Medicijnen op maat? Dan moet je verder kijken dan genetica alleen
Waarom werkt een medicijn bij de één heel goed, maar veroorzaakt het bij de ander vervelende bijwerkingen? Onderzoek van Laura de Jong laat zien dat naast verschillend DNA, andere medicijnen of ziekte van invloed kunnen zijn.
Voorspellen hoe iemand op een medicijn reageert zodat je behandelingen beter kunt afstemmen: dat is het doel van het promotieonderzoek van Laura de Jong en sluit ook aan bij het idee van ‘personalised medicine’. Hoewel al langer bekend is dat ons DNA invloed heeft op de afbraak van medicijnen, richtte De Jong zich juist op de niet-genetische factoren, zoals andere medicijnen (co-medicatie) en ontstekingen.
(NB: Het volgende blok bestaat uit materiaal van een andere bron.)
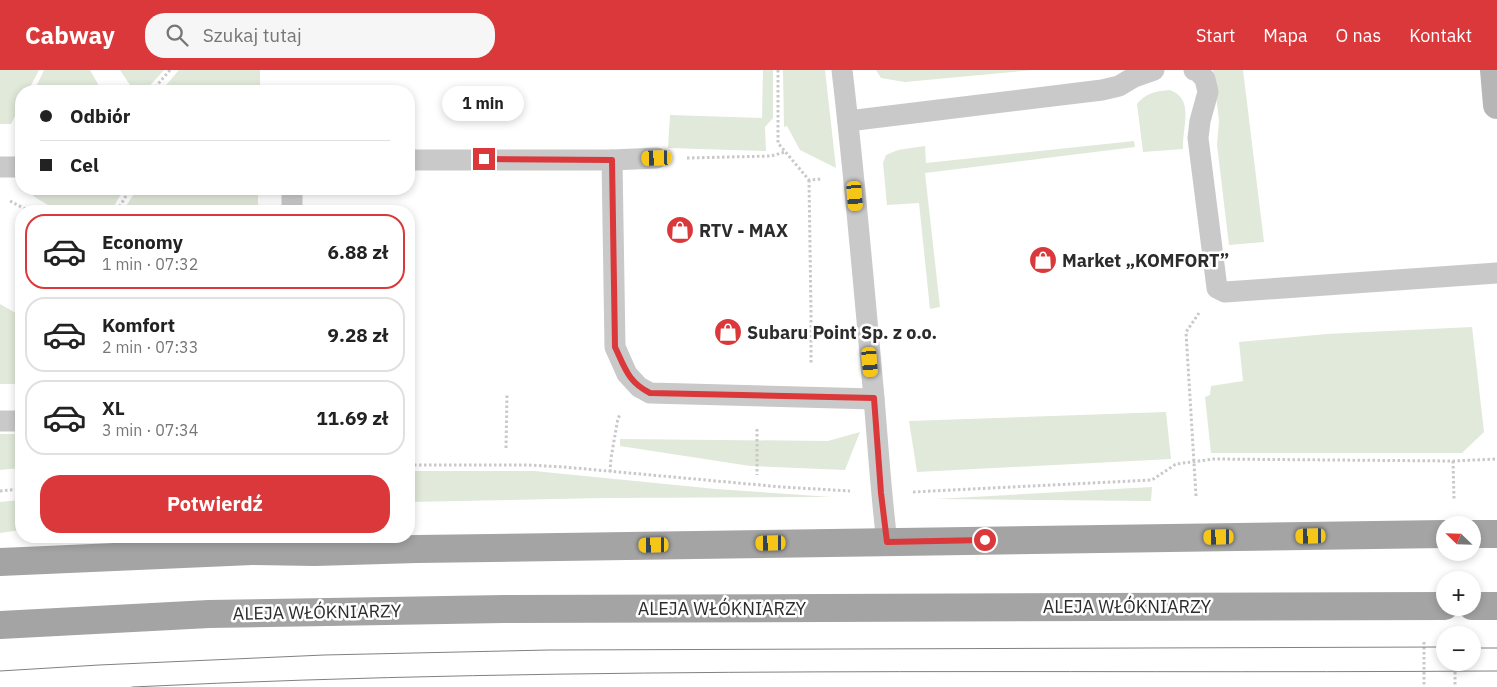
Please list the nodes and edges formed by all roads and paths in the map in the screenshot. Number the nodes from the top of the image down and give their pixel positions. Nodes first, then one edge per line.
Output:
1 (170, 70) edge
2 (778, 70) edge
3 (842, 70) edge
4 (1154, 70) edge
5 (1194, 70) edge
6 (1494, 70) edge
7 (157, 85) edge
8 (1497, 105) edge
9 (848, 121) junction
10 (785, 152) junction
11 (657, 158) joint
12 (415, 160) edge
13 (612, 160) junction
14 (0, 167) edge
15 (15, 167) edge
16 (853, 177) junction
17 (809, 180) junction
18 (7, 199) dead end
19 (18, 205) edge
20 (1497, 273) edge
21 (1217, 288) junction
22 (639, 387) junction
23 (507, 395) dead end
24 (822, 397) junction
25 (874, 398) junction
26 (0, 421) edge
27 (15, 421) edge
28 (506, 448) dead end
29 (757, 452) dead end
30 (1497, 459) edge
31 (1453, 461) junction
32 (1194, 462) junction
33 (415, 465) edge
34 (610, 472) junction
35 (757, 476) dead end
36 (15, 490) edge
37 (0, 491) edge
38 (881, 493) junction
39 (1196, 496) dead end
40 (1454, 502) dead end
41 (1436, 534) edge
42 (1481, 534) edge
43 (1497, 534) edge
44 (887, 542) junction
45 (314, 544) edge
46 (0, 562) edge
47 (1436, 606) edge
48 (1481, 606) edge
49 (1497, 606) edge
50 (0, 625) edge
51 (1455, 671) edge
52 (1455, 687) edge

1 - 7 path
2 - 10 path
3 - 9 lane
4 - 9 lane
5 - 21 lane
6 - 8 street
9 - 16 lane
10 - 11 path
10 - 17 path
11 - 13 lane
12 - 13 lane
13 - 22 lane
14 - 15 lane
16 - 17 path
16 - 25 lane
17 - 24 path
18 - 19 path
20 - 21 lane
21 - 32 path
22 - 24 lane
22 - 34 path
23 - 28 path
24 - 25 lane
25 - 38 lane
26 - 27 lane
29 - 35 path
30 - 31 path
31 - 32 path
31 - 40 path
32 - 38 path
32 - 39 path
33 - 34 path
34 - 38 path
36 - 37 path
38 - 44 lane
41 - 44 main road
42 - 43 main road
44 - 45 main road
45 - 46 main road
47 - 50 main road, ALEJA WŁÓKNIARZY
48 - 49 main road
51 - 52 path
Want zelfs mensen met hetzelfde DNA-profiel reageren soms wisselend op medicijnen. De Jong: ‘We wilden begrijpen waarom de lever bij de ene persoon minder goed een medicijn kan afbreken dan bij de ander. Want dat beïnvloedt hoeveel van een medicijn in je bloed terechtkomt, en dus hoe goed je het verdraagt.’
Haar conclusie: om écht te kunnen voorspellen hoe goed iemands lever een medicijn afbreekt, moeten we verder kijken dan alleen het DNA. Ook de gezondheid van de patiënt en het gebruik van andere medicijnen spelen een grote rol. Pas als je die factoren meeneemt, kun je echt inschatten hoe goed de lever op dat moment functioneert.
Als medicijnen en genetica elkaar beïnvloeden
De Jong keek onder andere naar het effect van medicijnen met een remmende of juist stimulerende werking op de leverafbraak. Zo is omeprazol (een maagzuurremmer) een matige remmer van een bepaald leverenzym en fluvoxamine (een antidepressivum) een sterke. ‘Als je al een genetische variant hebt die dat enzym vertraagt, en je gebruikt daarnaast zo’n remmend medicijn, blijft het medicijn veel langer in je bloed aanwezig,’ legt De Jong uit. Dat vergroot de kans op bijwerkingen.
Voor haar onderzoek gebruikte ze leverbiopten van veertig patiënten. ‘We zagen duidelijke verschillen tussen DNA-profielen. Maar juist de combinatie van genetica én co-medicatie wordt nog niet meegenomen in de behandelrichtlijnen.’ Daar zit de uitdaging: we weten veel over interacties en over genetica, maar die kennis wordt nog niet samengebracht. ‘Met dit onderzoek zetten we een eerste stap naar een gecombineerde benadering.’
Wat gebeurt er met de lever bij ontsteking?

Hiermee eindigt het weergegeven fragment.